Stored entries
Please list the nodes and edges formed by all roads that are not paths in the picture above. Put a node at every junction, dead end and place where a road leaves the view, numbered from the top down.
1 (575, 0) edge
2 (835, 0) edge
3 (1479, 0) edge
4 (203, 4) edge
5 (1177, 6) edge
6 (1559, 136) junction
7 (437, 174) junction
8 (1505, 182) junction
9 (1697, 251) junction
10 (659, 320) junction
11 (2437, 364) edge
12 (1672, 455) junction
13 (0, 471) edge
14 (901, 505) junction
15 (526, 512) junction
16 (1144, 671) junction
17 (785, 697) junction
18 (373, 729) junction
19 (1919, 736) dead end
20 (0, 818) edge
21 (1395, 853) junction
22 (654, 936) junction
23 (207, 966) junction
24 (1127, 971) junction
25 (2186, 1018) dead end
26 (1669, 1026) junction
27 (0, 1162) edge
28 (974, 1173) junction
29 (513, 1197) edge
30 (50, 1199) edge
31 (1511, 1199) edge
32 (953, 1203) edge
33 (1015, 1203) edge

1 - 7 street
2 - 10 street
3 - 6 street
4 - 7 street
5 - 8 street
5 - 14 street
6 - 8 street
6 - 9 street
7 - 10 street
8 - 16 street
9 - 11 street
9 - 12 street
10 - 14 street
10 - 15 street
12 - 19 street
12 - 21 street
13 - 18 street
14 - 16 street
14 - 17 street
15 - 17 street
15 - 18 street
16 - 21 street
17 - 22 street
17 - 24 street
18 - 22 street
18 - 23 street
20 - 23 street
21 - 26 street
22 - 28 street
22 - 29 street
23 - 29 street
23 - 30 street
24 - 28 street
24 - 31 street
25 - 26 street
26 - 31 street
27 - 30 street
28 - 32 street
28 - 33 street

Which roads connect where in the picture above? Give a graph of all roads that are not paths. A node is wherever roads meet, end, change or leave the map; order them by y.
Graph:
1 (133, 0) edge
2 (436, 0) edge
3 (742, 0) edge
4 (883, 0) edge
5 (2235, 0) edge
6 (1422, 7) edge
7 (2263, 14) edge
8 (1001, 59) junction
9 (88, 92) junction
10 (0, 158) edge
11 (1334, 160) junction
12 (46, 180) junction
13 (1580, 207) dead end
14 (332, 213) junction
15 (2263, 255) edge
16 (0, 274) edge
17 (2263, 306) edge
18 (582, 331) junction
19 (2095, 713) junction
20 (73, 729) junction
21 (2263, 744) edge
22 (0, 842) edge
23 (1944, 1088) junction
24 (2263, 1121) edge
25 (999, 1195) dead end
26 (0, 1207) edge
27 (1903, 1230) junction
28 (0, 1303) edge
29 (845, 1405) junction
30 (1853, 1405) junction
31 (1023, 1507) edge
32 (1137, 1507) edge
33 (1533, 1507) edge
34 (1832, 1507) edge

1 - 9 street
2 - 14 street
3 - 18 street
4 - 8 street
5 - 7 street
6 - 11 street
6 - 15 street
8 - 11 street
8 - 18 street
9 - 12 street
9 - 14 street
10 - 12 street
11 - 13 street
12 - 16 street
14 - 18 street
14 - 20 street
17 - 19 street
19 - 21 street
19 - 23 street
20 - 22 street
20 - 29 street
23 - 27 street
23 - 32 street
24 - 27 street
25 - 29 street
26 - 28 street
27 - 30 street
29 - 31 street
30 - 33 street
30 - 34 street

*What to produce*:
Lines that hold "dead" are the ones to copy, so pick each out from the data.

*Task result*:
Please list the nodes and edges formed by all roads that are not paths in the picture above. Put a node at every junction, dead end and place where a road leaves the view, numbered from the top down.
19 (1919, 736) dead end
25 (2186, 1018) dead end
13 (1580, 207) dead end
25 (999, 1195) dead end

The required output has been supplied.